語源
「青森」という県名は、現在の青森市中心部の港付近に這松(磯馴松)が生い茂る小丘があり、「青い森」と呼ばれていたことに由来する。江戸時代初期に弘前藩が陸奥湾沿岸を港湾として開発した際、この地を「青森湊」と呼んだことが県名の起源である。
「青森」という地名が行政単位の名称となったのは明治維新以降のことであり、それ以前は現在の青森県域は陸奥国(むつのくに)の北部に属していた。
県名確定の経緯
1871年(明治4年)の廃藩置県により、旧津軽藩は弘前県、旧南部藩(盛岡藩)は盛岡県となった。その後、同年9月に弘前県は青森県に改称・移庁した。

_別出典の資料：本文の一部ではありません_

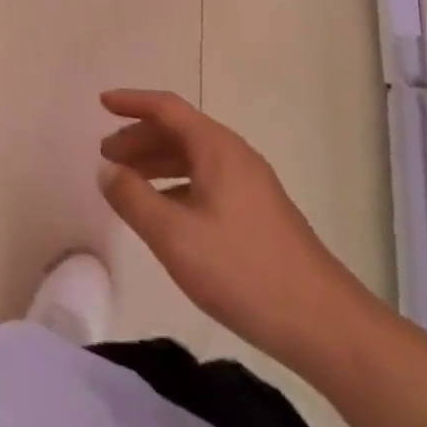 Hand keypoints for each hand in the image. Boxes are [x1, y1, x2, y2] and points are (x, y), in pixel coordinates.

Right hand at [98, 89, 368, 368]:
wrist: (325, 325)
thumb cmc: (244, 271)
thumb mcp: (175, 236)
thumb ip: (133, 198)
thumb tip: (107, 170)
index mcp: (216, 148)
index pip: (166, 108)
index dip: (131, 102)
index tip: (101, 103)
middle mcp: (234, 155)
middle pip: (179, 131)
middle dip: (139, 138)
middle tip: (106, 156)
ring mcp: (250, 184)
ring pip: (192, 158)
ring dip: (156, 162)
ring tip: (127, 183)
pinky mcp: (258, 213)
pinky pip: (205, 180)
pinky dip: (176, 184)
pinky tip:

旧津軽藩の中心地である弘前(城下町)ではなく、港湾都市として発展していた青森が県庁所在地に選ばれた背景には、海運・物流の拠点としての重要性があった。こうして「青森」は一地名から県全体を指す名称へと昇格した。
歴史的変遷
| 時代 | 区分・名称 | 備考 |
|---|---|---|
| 律令期 | 陸奥国(むつのくに) | 現在の東北地方全域に及ぶ大国 |
| 鎌倉〜室町 | 奥州 | 「みちのく」とも称された |
| 江戸時代 | 津軽藩・南部藩 | 現青森県域は2藩に分割 |
| 1871年(明治4年) | 弘前県→青森県 | 廃藩置県後、青森へ移庁・改称 |
| 1876年(明治9年) | 現在の青森県域確定 | 旧南部領を統合して現在の県域に |
地名の特徴
「青い森」という語感の良さから、現在も青森県のシンボルとして広く使われている。青い森鉄道(第三セクター)や青い森公園など、県の象徴的な施設・機関の名称に継承されている。
同様に「青」を含む都道府県名は青森県のみであり、色彩を直接含む都道府県名としても珍しい例である。